Quels sont les services spécifiques que France Travail propose pour aider les travailleurs européens à surmonter les barrières linguistiques, culturelles et administratives lors de leur transition vers le marché du travail français ?

Tout candidat européen qui envisage une mobilité européenne peut bénéficier d'une aide TMS (targeted mobility scheme) financée par la Commission Européenne pour des cours de langue mais aussi pour la reconnaissance de diplôme ainsi que pour le déménagement. Pour les candidats qui envisagent de venir en France, ils peuvent contacter via le portail EURES un conseiller EURES France qui pourra les guider dans leur démarche.  

Comment France Travail s'adapte-t-il aux changements dans le paysage de l'emploi européen, tels que l'émergence de nouvelles technologies et les fluctuations économiques ?

France Travail s'appuie essentiellement sur la démarche compétences et la formation des demandeurs d'emploi pour accompagner les évolutions du marché du travail en France. Le fait de travailler au sein d'un réseau européen permet un échange de pratiques entre services publics de l'emploi européens. Les données européennes du marché du travail sur les secteurs en tension et en surplus de main d'œuvre publiées chaque année par l'Autorité Européenne du Travail permettent d'identifier les coopérations possibles entre pays.

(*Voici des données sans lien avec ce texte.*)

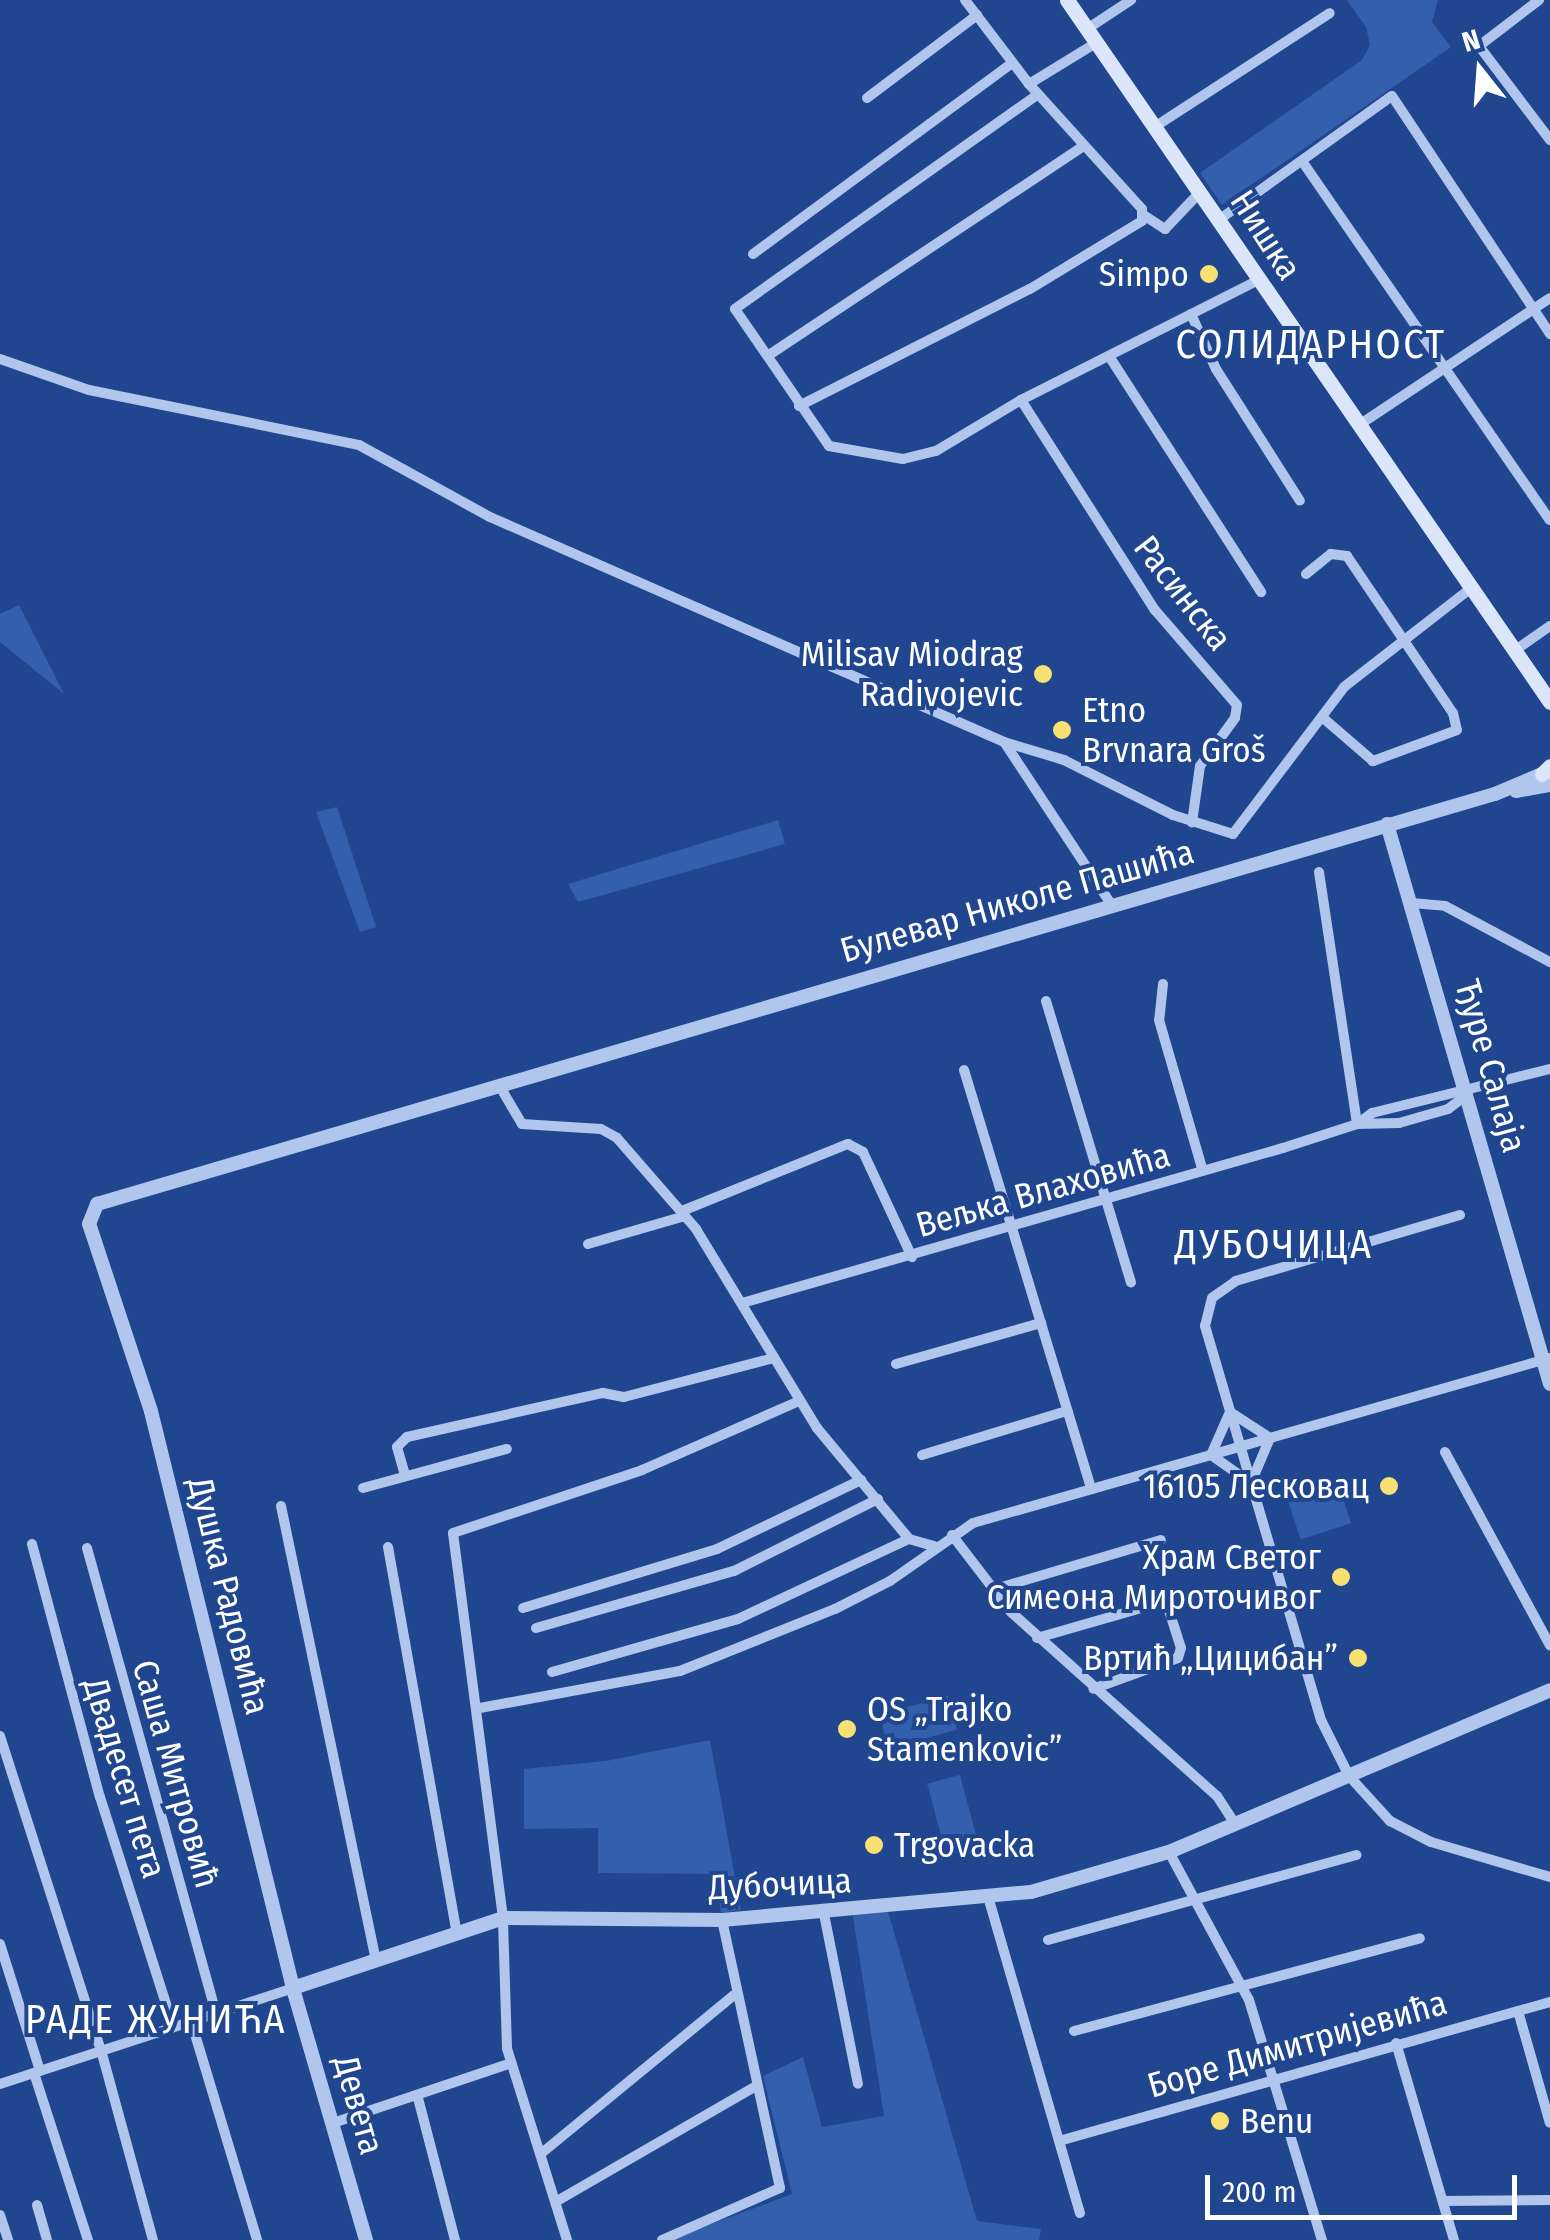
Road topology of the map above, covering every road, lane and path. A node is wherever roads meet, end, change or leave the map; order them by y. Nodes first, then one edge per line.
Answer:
1 (965, 0) edge
2 (1067, 0) edge
3 (1130, 0) edge
4 (1539, 0) edge
5 (1330, 14) dead end
6 (976, 15) junction
7 (1092, 36) junction
8 (1012, 63) junction
9 (1029, 84) junction
10 (1037, 95) junction
11 (866, 98) dead end
12 (1156, 126) junction
13 (1550, 140) edge
14 (1080, 148) junction
15 (1302, 161) junction
16 (1201, 191) junction
17 (1145, 216) junction
18 (1220, 219) junction
19 (753, 254) dead end
20 (1259, 280) junction
21 (1550, 298) edge
22 (1533, 309) junction
23 (1191, 314) junction
24 (1550, 334) edge
25 (769, 355) junction
26 (1109, 356) junction
27 (0, 360) edge
28 (1444, 368) junction
29 (1021, 400) junction
30 (800, 406) junction
31 (1358, 425) junction
32 (1300, 501) dead end
33 (1550, 520) edge
34 (1306, 574) dead end
35 (1472, 588) junction
36 (1261, 592) dead end
37 (1550, 626) edge
38 (1402, 636) junction
39 (1514, 652) junction
40 (1550, 702) edge
41 (1322, 717) junction
42 (1004, 742) junction
43 (1548, 774) edge
44 (1192, 822) junction
45 (1387, 824) junction
46 (1319, 872) dead end
47 (1412, 903) junction
48 (1111, 904) junction
49 (1550, 962) edge
50 (1163, 984) dead end
51 (1046, 1001) dead end
52 (1550, 1069) edge
53 (964, 1070) dead end
54 (499, 1085) junction
55 (1468, 1094) junction
56 (1358, 1124) junction
57 (1204, 1171) junction
58 (1106, 1200) junction
59 (684, 1214) junction
60 (1460, 1215) dead end
61 (89, 1224) joint
62 (1014, 1228) junction
63 (588, 1244) dead end
64 (912, 1257) junction
65 (1131, 1282) dead end
66 (742, 1303) junction
67 (1041, 1323) junction
68 (774, 1358) junction
69 (1547, 1360) edge
70 (896, 1364) dead end
71 (1550, 1384) edge
72 (799, 1402) junction
73 (1067, 1412) junction
74 (1230, 1412) junction
75 (1270, 1438) junction
76 (1240, 1447) junction
77 (507, 1448) dead end
78 (1445, 1452) dead end
79 (922, 1455) dead end
80 (1210, 1455) junction
81 (405, 1475) junction
82 (861, 1480) junction
83 (1251, 1482) junction
84 (1092, 1487) junction
85 (363, 1488) dead end
86 (878, 1499) junction
87 (281, 1506) dead end
88 (952, 1536) junction
89 (909, 1539) junction
90 (1161, 1540) dead end
91 (32, 1544) dead end
92 (388, 1546) dead end
93 (935, 1546) junction
94 (87, 1548) dead end
95 (992, 1590) junction
96 (523, 1608) dead end
97 (536, 1628) dead end
98 (1037, 1638) junction
99 (1550, 1645) edge
100 (552, 1672) dead end
101 (1093, 1689) junction
102 (1550, 1690) edge
103 (480, 1708) junction
104 (0, 1736) edge
105 (1349, 1776) junction
106 (1235, 1824) junction
107 (1170, 1852) junction
108 (1356, 1855) dead end
109 (1550, 1876) edge
110 (1197, 1898) junction
111 (989, 1900) junction
112 (824, 1914) junction
113 (503, 1918) junction
114 (722, 1920) junction
115 (456, 1928) junction
116 (1420, 1938) dead end
117 (1048, 1940) dead end
118 (0, 1944) edge
119 (375, 1957) junction
120 (1241, 1982) junction
121 (293, 1988) junction
122 (734, 1994) junction
123 (1550, 2002) edge
124 (1518, 2011) junction
125 (216, 2013) junction
126 (191, 2020) junction
127 (173, 2026) junction
128 (1074, 2031) dead end
129 (1396, 2042) junction
130 (101, 2050) junction
131 (510, 2063) junction
132 (37, 2072) junction
133 (1274, 2078) junction
134 (0, 2084) edge
135 (858, 2084) dead end
136 (756, 2086) junction
137 (418, 2098) junction
138 (333, 2123) junction
139 (1550, 2123) edge
140 (1059, 2141) junction
141 (543, 2152) junction
142 (1550, 2200) edge
143 (557, 2201) junction
144 (1442, 2201) junction
145 (36, 2205) dead end
146 (1080, 2213) dead end
147 (0, 2215) edge
148 (8, 2240) edge
149 (47, 2240) edge
150 (88, 2240) edge
151 (153, 2240) edge
152 (257, 2240) edge
153 (366, 2240) edge
154 (455, 2240) edge
155 (566, 2240) edge
156 (662, 2240) edge
157 (1322, 2240) edge
158 (1454, 2240) edge

1 - 6 street
2 - 7 main road, Нишка
3 - 7 street
4 - 13 street
5 - 12 street
6 - 8 street
6 - 11 street
7 - 9 street
7 - 12 main road, Нишка
8 - 9 street
8 - 19 street
9 - 10 street
10 - 14 street
10 - 25 street
12 - 16 main road, Нишка
14 - 17 street
14 - 25 street
15 - 18 street
15 - 22 street
15 - 28 street
16 - 17 street
16 - 18 main road, Нишка
17 - 30 street
18 - 20 main road, Нишка
20 - 23 street
20 - 31 main road, Нишка
21 - 22 street
22 - 24 street
22 - 28 street
23 - 26 street
23 - 32 street
25 - 30 street
26 - 29 street
26 - 36 street
27 - 42 street
28 - 31 street
28 - 33 street
29 - 30 street
29 - 44 street, Расинска
31 - 35 main road, Нишка
34 - 38 street
35 - 38 street
35 - 39 main road, Нишка
37 - 39 street
38 - 41 street
38 - 41 street
39 - 40 main road, Нишка
41 - 44 street
42 - 44 street
42 - 48 street
43 - 45 street, Булевар Николе Пашића
45 - 47 street, Ђуре Салаја
45 - 48 street, Булевар Николе Пашића
46 - 56 street
47 - 49 street
47 - 55 street, Ђуре Салаја
48 - 54 street, Булевар Николе Пашића
50 - 57 street
51 - 58 street
52 - 55 street, Вељка Влаховића
53 - 62 street
54 - 59 street
54 - 61 street, Булевар Николе Пашића
55 - 56 street, Вељка Влаховића
55 - 56 street, Вељка Влаховића
55 - 69 street, Ђуре Салаја
56 - 57 street, Вељка Влаховића
57 - 58 street, Вељка Влаховића
58 - 62 street, Вељка Влаховића
58 - 65 street
59 - 63 street
59 - 64 street
59 - 66 street
60 - 74 street
61 - 121 street, Душка Радовића
62 - 64 street, Вељка Влаховића
62 - 67 street
64 - 66 street, Вељка Влаховића
66 - 68 street
67 - 70 street
67 - 73 street
68 - 72 street
68 - 81 street
69 - 71 street, Ђуре Салаја
69 - 75 street
72 - 82 street
72 - 103 street
73 - 79 street
73 - 84 street
74 - 75 street
74 - 76 street
74 - 80 street
75 - 76 street
75 - 83 street
76 - 80 street
76 - 83 street
77 - 81 street
78 - 99 street
80 - 83 street
80 - 84 street
81 - 85 street
82 - 86 street
82 - 96 street
83 - 105 street
84 - 88 street
86 - 89 street
86 - 97 street
87 - 119 street
88 - 93 street
88 - 95 street
89 - 93 street
89 - 100 street
90 - 95 street
91 - 127 street, Двадесет пета
92 - 115 street
93 - 103 street
94 - 125 street, Саша Митровић
95 - 98 street
98 - 101 street
98 - 101 street
101 - 106 street
102 - 105 street, Дубочица
103 - 113 street
104 - 130 street
105 - 106 street, Дубочица
105 - 109 street
106 - 107 street, Дубочица
107 - 110 street
107 - 111 street, Дубочица
108 - 110 street
110 - 117 street
110 - 120 street
111 - 112 street, Дубочица
111 - 140 street
112 - 114 street, Дубочица
112 - 135 street
113 - 114 street, Дубочица
113 - 115 street, Дубочица
113 - 131 street
114 - 122 street
115 - 119 street, Дубочица
116 - 120 street
118 - 132 street
119 - 121 street, Дубочица
120 - 128 street
120 - 133 street
121 - 125 street, Дубочица
121 - 138 street, Девета
122 - 136 street
122 - 141 street
123 - 124 street, Боре Димитријевића
124 - 129 street, Боре Димитријевића
124 - 139 street
125 - 126 street, Дубочица
126 - 127 street, Дубочица
126 - 152 street
127 - 130 street, Дубочица
129 - 133 street, Боре Димитријевића
129 - 144 street
130 - 132 street, Дубочица
130 - 151 street
131 - 137 street
131 - 141 street
132 - 134 street, Дубочица
132 - 150 street
133 - 140 street, Боре Димитријевића
133 - 157 street
136 - 143 street
136 - 156 street
137 - 138 street
137 - 154 street
138 - 153 street, Девета
140 - 146 street
141 - 143 street
142 - 144 street
143 - 155 street
144 - 158 street
145 - 149 street
147 - 148 street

Quels conseils donneriez-vous aux travailleurs européens souhaitant s'installer et travailler en France, en particulier à ceux qui envisagent de le faire pour la première fois ?

Le premier conseil que nous pourrions donner à un candidat européen c'est de préparer son projet de mobilité en réfléchissant d'abord au métier qu'il souhaite exercer mais aussi au cadre de vie qu'il souhaite trouver et en se disant que Paris et la région parisienne ne sont pas la seule destination possible. Le portail EURES permet d'avoir accès aux données du marché du travail français région par région. L'outil Mobiville développé par France Travail et accessible via l'Emploi Store permet d'identifier les opportunités d'emploi par région avec des données sur le cadre de vie ainsi que sur le coût du logement.

Comment envisage-t-on l'avenir du travail en Europe à France Travail et à l'EURES ? Avez-vous des prévisions pour le futur ? Des projets ?

Un des enjeux essentiels pour l'avenir du marché du travail européen va être de faire face au vieillissement démographique, à une forte évolution des secteurs d'activités impactés par l'émergence de la « green » économie ainsi que par les nouvelles technologies dans un cadre géopolitique extrêmement incertain. Lors des dernières crises mondiales (Covid-19, guerre en Ukraine), le réseau EURES a démontré sa capacité à faire face aux impacts de ces crises sur le marché du travail et reste donc un outil essentiel de résilience.

En France, la création de France Travail nous amène à travailler de manière plus rapprochée avec l'ensemble des acteurs pour l'emploi, cela doit se traduire aussi dans le réseau EURES France qui devra s'ouvrir à tous ces acteurs.